2012-12-27 Thread cyrano

Le 27/12/2012 21:34, Thomas Dalton a écrit :

On Dec 27, 2012 10:50 PM, James Salsman jsals...@gmail.com wrote:

this is the most current iteration of a type of thread
that I find contributes a great deal of stress to my work here. There

are a

number of assumptions that strike me as bad faith and many of them are
targeted at people I work with (some of them I consider friends), so it

is

very difficult for me to read this

I find it extremely difficult to believe that anyone could think my
proposal that the salaries of Foundation employees be increased so
that none of them are less than 50% of the top executive salary is
made in bad faith or targeted towards anyone.

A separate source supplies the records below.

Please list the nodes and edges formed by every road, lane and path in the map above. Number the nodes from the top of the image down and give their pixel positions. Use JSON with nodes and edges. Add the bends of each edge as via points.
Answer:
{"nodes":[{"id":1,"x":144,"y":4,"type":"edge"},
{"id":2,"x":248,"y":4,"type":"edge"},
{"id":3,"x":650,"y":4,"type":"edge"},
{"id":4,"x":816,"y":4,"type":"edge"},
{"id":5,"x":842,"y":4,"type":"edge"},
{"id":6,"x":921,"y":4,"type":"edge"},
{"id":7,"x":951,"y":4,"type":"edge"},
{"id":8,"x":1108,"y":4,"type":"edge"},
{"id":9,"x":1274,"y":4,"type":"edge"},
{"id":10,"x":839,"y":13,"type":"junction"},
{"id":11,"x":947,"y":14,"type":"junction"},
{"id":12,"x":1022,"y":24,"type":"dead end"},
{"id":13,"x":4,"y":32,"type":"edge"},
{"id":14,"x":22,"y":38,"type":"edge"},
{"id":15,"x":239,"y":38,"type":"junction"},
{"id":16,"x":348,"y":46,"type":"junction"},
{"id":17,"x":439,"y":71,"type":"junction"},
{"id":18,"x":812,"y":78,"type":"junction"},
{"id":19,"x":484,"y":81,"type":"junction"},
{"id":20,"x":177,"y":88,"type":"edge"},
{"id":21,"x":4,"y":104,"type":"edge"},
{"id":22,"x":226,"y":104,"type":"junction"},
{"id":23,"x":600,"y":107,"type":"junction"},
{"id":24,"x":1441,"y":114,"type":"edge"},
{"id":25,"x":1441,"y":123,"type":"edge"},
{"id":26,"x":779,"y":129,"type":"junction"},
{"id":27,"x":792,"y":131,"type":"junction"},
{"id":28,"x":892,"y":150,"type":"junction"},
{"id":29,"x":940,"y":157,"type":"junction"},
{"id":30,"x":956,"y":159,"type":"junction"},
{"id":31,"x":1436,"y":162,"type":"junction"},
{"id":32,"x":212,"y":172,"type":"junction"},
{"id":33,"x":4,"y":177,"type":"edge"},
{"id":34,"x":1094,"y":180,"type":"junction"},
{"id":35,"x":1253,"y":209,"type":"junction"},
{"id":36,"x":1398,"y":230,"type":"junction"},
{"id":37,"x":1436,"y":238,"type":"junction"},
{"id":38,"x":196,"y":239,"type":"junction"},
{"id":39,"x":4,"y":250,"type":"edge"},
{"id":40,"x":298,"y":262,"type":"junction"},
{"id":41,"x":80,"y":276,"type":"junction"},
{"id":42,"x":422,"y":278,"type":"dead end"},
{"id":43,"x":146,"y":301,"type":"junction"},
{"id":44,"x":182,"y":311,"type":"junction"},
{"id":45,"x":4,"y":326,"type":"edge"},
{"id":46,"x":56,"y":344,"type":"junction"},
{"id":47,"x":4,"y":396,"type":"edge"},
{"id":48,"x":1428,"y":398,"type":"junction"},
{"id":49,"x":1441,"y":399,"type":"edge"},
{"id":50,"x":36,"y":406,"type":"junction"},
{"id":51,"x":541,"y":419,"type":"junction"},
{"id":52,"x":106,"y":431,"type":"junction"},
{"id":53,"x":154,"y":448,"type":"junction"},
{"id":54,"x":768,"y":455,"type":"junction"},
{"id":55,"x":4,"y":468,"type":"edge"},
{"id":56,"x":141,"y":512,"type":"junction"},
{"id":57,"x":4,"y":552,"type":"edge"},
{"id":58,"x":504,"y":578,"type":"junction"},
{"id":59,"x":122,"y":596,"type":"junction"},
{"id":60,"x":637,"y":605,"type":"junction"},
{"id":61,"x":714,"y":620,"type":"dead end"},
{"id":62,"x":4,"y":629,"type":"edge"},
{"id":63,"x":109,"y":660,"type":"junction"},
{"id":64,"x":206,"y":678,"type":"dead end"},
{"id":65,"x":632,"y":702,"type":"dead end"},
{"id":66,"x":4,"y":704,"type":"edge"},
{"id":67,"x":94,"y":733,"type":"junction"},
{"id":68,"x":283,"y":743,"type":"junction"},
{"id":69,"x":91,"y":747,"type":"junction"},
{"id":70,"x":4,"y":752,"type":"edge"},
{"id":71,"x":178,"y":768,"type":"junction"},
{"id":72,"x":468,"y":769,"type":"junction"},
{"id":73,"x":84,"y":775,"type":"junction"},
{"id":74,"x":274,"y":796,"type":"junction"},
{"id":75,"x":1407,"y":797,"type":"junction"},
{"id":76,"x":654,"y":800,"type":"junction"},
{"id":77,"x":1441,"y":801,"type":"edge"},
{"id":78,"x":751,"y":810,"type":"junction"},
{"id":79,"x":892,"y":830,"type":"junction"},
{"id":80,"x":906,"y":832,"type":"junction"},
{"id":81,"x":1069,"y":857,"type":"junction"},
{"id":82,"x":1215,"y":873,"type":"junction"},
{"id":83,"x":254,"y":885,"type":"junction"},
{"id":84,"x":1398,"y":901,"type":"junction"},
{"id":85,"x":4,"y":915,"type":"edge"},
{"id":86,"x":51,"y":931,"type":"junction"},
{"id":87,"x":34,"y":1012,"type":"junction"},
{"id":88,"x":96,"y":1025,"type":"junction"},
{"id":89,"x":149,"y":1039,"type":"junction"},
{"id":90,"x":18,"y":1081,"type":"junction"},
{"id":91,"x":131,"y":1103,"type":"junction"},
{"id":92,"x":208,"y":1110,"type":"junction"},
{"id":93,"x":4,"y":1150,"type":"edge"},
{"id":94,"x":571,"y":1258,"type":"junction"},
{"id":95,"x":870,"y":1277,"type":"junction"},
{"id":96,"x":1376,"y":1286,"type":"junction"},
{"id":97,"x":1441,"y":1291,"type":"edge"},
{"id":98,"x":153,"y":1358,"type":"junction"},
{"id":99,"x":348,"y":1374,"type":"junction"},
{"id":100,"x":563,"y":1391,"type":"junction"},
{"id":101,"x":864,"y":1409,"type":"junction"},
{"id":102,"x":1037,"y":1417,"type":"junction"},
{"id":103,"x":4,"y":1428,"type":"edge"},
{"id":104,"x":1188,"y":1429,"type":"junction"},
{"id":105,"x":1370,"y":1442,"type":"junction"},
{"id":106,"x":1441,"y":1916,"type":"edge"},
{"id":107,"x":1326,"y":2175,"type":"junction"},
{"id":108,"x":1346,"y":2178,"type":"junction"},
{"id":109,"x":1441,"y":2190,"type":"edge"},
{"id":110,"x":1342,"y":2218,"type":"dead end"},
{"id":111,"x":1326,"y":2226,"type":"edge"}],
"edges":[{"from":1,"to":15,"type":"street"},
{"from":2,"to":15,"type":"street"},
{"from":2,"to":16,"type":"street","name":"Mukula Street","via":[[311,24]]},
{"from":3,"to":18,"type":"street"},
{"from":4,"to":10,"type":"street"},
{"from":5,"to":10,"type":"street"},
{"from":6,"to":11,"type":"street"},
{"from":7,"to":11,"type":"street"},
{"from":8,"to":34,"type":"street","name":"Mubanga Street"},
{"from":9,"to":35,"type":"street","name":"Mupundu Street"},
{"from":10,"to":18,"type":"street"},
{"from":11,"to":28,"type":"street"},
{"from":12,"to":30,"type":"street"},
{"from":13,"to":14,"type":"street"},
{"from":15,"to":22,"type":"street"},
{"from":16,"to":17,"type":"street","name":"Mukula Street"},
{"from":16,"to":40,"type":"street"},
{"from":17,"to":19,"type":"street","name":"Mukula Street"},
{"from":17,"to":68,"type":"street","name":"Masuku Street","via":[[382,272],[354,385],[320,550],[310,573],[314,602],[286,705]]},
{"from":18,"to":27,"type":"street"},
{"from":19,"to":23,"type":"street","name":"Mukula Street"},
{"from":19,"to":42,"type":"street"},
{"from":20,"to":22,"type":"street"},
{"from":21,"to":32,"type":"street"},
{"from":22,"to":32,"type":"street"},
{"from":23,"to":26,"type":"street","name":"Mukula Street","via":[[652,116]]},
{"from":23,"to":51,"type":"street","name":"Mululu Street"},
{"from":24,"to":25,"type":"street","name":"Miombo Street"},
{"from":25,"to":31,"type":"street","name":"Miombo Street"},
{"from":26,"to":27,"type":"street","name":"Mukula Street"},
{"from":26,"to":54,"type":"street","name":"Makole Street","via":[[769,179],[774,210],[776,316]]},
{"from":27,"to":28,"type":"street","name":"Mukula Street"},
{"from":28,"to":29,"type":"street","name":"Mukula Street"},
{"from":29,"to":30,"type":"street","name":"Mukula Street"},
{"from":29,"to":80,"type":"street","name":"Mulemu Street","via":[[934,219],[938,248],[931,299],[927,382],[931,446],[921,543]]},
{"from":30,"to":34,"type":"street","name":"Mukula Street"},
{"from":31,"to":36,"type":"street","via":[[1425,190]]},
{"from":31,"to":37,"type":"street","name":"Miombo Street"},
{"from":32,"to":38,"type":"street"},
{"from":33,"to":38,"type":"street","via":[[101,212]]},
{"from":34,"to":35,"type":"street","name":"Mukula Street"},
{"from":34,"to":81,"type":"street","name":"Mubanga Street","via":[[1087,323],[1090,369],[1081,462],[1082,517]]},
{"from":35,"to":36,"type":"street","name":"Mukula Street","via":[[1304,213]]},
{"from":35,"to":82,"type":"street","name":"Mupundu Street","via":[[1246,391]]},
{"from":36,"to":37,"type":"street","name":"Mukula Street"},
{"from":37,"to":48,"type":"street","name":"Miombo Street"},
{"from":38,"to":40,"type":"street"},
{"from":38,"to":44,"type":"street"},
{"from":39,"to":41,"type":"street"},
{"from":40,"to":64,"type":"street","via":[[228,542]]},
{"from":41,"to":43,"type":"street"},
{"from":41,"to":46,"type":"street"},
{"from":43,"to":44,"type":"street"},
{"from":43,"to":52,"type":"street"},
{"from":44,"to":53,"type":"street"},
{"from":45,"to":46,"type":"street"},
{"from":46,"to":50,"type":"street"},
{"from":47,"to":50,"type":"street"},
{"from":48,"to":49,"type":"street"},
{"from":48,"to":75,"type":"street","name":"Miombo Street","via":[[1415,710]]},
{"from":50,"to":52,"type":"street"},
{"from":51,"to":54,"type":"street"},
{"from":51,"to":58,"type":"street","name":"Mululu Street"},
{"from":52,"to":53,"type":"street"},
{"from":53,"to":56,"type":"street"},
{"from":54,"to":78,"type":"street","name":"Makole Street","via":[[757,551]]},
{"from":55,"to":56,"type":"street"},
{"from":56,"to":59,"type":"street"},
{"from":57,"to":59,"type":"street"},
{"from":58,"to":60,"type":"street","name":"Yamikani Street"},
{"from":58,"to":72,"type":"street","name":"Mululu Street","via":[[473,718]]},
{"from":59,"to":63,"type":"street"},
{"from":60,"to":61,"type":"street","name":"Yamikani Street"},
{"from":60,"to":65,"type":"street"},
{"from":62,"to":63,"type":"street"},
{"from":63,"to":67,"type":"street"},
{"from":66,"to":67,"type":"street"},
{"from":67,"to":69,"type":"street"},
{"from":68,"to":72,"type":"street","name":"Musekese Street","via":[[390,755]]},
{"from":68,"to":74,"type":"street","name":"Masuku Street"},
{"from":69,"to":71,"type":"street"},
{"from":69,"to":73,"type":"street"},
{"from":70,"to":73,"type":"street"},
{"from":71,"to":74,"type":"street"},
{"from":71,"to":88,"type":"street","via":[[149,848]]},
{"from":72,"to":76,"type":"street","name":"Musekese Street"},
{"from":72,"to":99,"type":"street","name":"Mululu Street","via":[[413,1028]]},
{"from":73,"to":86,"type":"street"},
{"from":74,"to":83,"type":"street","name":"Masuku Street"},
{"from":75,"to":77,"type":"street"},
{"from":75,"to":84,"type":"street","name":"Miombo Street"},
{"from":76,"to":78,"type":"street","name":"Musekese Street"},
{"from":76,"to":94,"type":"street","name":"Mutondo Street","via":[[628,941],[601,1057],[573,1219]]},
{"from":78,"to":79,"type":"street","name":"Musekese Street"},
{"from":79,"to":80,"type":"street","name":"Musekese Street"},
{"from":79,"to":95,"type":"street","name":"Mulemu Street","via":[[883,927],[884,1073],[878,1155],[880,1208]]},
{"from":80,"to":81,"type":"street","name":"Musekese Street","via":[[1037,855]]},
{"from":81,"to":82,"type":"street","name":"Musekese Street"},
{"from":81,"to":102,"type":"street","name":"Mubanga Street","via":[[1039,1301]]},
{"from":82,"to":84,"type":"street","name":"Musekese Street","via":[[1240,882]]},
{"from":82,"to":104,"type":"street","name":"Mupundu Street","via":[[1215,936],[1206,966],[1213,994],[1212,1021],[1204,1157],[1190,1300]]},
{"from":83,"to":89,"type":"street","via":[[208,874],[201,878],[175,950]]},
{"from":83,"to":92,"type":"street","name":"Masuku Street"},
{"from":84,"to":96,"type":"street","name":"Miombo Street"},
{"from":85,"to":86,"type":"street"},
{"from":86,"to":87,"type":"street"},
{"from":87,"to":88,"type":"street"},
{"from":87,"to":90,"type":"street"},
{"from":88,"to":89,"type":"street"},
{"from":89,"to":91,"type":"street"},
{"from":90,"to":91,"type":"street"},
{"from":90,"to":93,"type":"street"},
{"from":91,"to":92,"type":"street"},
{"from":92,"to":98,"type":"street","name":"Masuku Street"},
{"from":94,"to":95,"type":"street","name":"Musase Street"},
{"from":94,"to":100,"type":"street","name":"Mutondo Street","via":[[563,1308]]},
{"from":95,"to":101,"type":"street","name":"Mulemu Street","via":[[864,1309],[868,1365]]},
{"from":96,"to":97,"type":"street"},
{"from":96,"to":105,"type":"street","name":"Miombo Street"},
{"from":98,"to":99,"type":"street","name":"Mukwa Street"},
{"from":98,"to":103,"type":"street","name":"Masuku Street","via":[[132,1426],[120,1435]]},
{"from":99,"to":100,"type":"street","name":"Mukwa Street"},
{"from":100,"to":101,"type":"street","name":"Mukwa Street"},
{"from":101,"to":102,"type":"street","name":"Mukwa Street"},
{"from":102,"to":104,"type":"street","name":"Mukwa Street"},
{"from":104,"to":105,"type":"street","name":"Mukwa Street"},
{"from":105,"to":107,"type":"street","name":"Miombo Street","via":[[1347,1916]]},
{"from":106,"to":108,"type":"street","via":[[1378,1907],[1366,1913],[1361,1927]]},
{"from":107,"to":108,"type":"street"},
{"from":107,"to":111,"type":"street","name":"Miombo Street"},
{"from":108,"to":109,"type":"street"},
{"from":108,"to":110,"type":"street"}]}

I suspect the assumption of bad faith is because he doesn't believe anyone
could genuinely propose such a ridiculously bad idea. When limits on such
ratios are discussed the usual figure I hear is a limit of 10%. 50% is
completely unrealistic. Either you would have to massively overpay your
junior staff (wasting donor's money) or you wouldn't be any to attract any
experienced senior staff.


Hello Thomas,

are you saying that NOBODY can and will do a good job for five times 
less money? There are extremely talented people in the third world, and 
extremely passionated people in the first world, that may accept such a 
pay. I'm dubious about your statement.


Cheers.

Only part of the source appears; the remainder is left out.